START SUPPLIED ENTRIES

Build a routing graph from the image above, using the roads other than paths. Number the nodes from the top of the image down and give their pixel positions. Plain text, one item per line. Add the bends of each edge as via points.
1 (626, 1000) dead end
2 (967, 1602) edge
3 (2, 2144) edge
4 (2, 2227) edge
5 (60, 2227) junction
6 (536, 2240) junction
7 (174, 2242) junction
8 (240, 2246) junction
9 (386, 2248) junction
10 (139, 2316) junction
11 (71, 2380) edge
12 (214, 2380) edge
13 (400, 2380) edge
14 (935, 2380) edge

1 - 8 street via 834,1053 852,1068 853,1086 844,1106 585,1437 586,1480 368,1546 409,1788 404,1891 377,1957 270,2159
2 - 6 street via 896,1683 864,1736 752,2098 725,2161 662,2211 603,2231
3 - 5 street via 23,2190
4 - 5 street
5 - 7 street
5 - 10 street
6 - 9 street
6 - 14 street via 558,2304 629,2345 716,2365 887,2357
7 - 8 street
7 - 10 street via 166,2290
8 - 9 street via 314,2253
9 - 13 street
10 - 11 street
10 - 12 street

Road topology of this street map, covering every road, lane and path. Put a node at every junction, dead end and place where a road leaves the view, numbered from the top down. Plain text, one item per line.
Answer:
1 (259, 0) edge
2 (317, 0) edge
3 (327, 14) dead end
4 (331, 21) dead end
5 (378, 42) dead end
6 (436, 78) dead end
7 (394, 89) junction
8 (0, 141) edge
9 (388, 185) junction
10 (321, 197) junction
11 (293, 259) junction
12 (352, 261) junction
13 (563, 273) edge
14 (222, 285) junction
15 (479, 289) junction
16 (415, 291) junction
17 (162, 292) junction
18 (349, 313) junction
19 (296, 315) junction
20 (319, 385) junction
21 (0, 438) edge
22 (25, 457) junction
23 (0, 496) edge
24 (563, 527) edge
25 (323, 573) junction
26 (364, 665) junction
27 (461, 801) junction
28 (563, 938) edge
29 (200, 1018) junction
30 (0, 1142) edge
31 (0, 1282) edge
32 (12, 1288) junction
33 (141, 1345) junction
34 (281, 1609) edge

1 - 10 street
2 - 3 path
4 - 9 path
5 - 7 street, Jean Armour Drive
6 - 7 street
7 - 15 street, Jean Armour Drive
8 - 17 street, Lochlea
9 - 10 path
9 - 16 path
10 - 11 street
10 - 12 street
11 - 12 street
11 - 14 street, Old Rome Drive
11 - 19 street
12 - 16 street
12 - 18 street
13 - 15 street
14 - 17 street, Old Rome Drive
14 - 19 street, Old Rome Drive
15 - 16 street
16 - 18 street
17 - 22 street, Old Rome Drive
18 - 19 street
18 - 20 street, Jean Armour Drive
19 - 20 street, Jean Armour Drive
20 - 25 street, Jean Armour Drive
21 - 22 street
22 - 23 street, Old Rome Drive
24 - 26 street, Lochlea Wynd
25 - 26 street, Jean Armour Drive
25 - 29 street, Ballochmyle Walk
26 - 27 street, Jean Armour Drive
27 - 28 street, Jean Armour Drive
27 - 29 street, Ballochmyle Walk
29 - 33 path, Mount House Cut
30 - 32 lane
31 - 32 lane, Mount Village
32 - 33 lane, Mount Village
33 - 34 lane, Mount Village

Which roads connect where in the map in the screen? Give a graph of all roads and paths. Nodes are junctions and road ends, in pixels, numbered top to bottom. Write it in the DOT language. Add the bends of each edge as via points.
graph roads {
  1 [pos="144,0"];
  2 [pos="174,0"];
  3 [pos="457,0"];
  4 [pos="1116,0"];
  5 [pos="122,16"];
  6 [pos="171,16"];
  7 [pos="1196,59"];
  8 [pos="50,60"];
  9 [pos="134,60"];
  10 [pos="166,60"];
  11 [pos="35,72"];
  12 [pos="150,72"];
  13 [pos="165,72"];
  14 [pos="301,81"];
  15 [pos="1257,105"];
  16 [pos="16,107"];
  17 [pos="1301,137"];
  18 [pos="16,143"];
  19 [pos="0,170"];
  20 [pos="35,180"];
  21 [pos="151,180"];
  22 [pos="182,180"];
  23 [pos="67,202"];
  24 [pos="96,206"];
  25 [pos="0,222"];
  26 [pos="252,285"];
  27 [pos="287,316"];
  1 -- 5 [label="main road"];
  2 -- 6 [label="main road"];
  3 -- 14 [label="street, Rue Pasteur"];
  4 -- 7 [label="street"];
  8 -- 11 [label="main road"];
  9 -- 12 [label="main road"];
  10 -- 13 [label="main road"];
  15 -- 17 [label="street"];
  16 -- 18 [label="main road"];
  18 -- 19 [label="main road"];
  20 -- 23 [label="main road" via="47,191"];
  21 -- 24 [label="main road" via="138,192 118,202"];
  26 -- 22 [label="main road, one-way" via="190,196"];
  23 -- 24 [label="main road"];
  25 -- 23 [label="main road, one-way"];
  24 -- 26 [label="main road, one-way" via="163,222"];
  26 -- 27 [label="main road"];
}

END SUPPLIED ENTRIES

#### DIRECTIONS FOR THIS TASK
Would you restate each line of the material above word for word?

#### SOLUTION TO THIS TASK
Build a routing graph from the image above, using the roads other than paths. Number the nodes from the top of the image down and give their pixel positions. Plain text, one item per line. Add the bends of each edge as via points.
1 (626, 1000) dead end
2 (967, 1602) edge
3 (2, 2144) edge
4 (2, 2227) edge
5 (60, 2227) junction
6 (536, 2240) junction
7 (174, 2242) junction
8 (240, 2246) junction
9 (386, 2248) junction
10 (139, 2316) junction
11 (71, 2380) edge
12 (214, 2380) edge
13 (400, 2380) edge
14 (935, 2380) edge

1 - 8 street via 834,1053 852,1068 853,1086 844,1106 585,1437 586,1480 368,1546 409,1788 404,1891 377,1957 270,2159
2 - 6 street via 896,1683 864,1736 752,2098 725,2161 662,2211 603,2231
3 - 5 street via 23,2190
4 - 5 street
5 - 7 street
5 - 10 street
6 - 9 street
6 - 14 street via 558,2304 629,2345 716,2365 887,2357
7 - 8 street
7 - 10 street via 166,2290
8 - 9 street via 314,2253
9 - 13 street
10 - 11 street
10 - 12 street

Road topology of this street map, covering every road, lane and path. Put a node at every junction, dead end and place where a road leaves the view, numbered from the top down. Plain text, one item per line.
Answer:
1 (259, 0) edge
2 (317, 0) edge
3 (327, 14) dead end
4 (331, 21) dead end
5 (378, 42) dead end
6 (436, 78) dead end
7 (394, 89) junction
8 (0, 141) edge
9 (388, 185) junction
10 (321, 197) junction
11 (293, 259) junction
12 (352, 261) junction
13 (563, 273) edge
14 (222, 285) junction
15 (479, 289) junction
16 (415, 291) junction
17 (162, 292) junction
18 (349, 313) junction
19 (296, 315) junction
20 (319, 385) junction
21 (0, 438) edge
22 (25, 457) junction
23 (0, 496) edge
24 (563, 527) edge
25 (323, 573) junction
26 (364, 665) junction
27 (461, 801) junction
28 (563, 938) edge
29 (200, 1018) junction
30 (0, 1142) edge
31 (0, 1282) edge
32 (12, 1288) junction
33 (141, 1345) junction
34 (281, 1609) edge

1 - 10 street
2 - 3 path
4 - 9 path
5 - 7 street, Jean Armour Drive
6 - 7 street
7 - 15 street, Jean Armour Drive
8 - 17 street, Lochlea
9 - 10 path
9 - 16 path
10 - 11 street
10 - 12 street
11 - 12 street
11 - 14 street, Old Rome Drive
11 - 19 street
12 - 16 street
12 - 18 street
13 - 15 street
14 - 17 street, Old Rome Drive
14 - 19 street, Old Rome Drive
15 - 16 street
16 - 18 street
17 - 22 street, Old Rome Drive
18 - 19 street
18 - 20 street, Jean Armour Drive
19 - 20 street, Jean Armour Drive
20 - 25 street, Jean Armour Drive
21 - 22 street
22 - 23 street, Old Rome Drive
24 - 26 street, Lochlea Wynd
25 - 26 street, Jean Armour Drive
25 - 29 street, Ballochmyle Walk
26 - 27 street, Jean Armour Drive
27 - 28 street, Jean Armour Drive
27 - 29 street, Ballochmyle Walk
29 - 33 path, Mount House Cut
30 - 32 lane
31 - 32 lane, Mount Village
32 - 33 lane, Mount Village
33 - 34 lane, Mount Village

Which roads connect where in the map in the screen? Give a graph of all roads and paths. Nodes are junctions and road ends, in pixels, numbered top to bottom. Write it in the DOT language. Add the bends of each edge as via points.
graph roads {
  1 [pos="144,0"];
  2 [pos="174,0"];
  3 [pos="457,0"];
  4 [pos="1116,0"];
  5 [pos="122,16"];
  6 [pos="171,16"];
  7 [pos="1196,59"];
  8 [pos="50,60"];
  9 [pos="134,60"];
  10 [pos="166,60"];
  11 [pos="35,72"];
  12 [pos="150,72"];
  13 [pos="165,72"];
  14 [pos="301,81"];
  15 [pos="1257,105"];
  16 [pos="16,107"];
  17 [pos="1301,137"];
  18 [pos="16,143"];
  19 [pos="0,170"];
  20 [pos="35,180"];
  21 [pos="151,180"];
  22 [pos="182,180"];
  23 [pos="67,202"];
  24 [pos="96,206"];
  25 [pos="0,222"];
  26 [pos="252,285"];
  27 [pos="287,316"];
  1 -- 5 [label="main road"];
  2 -- 6 [label="main road"];
  3 -- 14 [label="street, Rue Pasteur"];
  4 -- 7 [label="street"];
  8 -- 11 [label="main road"];
  9 -- 12 [label="main road"];
  10 -- 13 [label="main road"];
  15 -- 17 [label="street"];
  16 -- 18 [label="main road"];
  18 -- 19 [label="main road"];
  20 -- 23 [label="main road" via="47,191"];
  21 -- 24 [label="main road" via="138,192 118,202"];
  26 -- 22 [label="main road, one-way" via="190,196"];
  23 -- 24 [label="main road"];
  25 -- 23 [label="main road, one-way"];
  24 -- 26 [label="main road, one-way" via="163,222"];
  26 -- 27 [label="main road"];
}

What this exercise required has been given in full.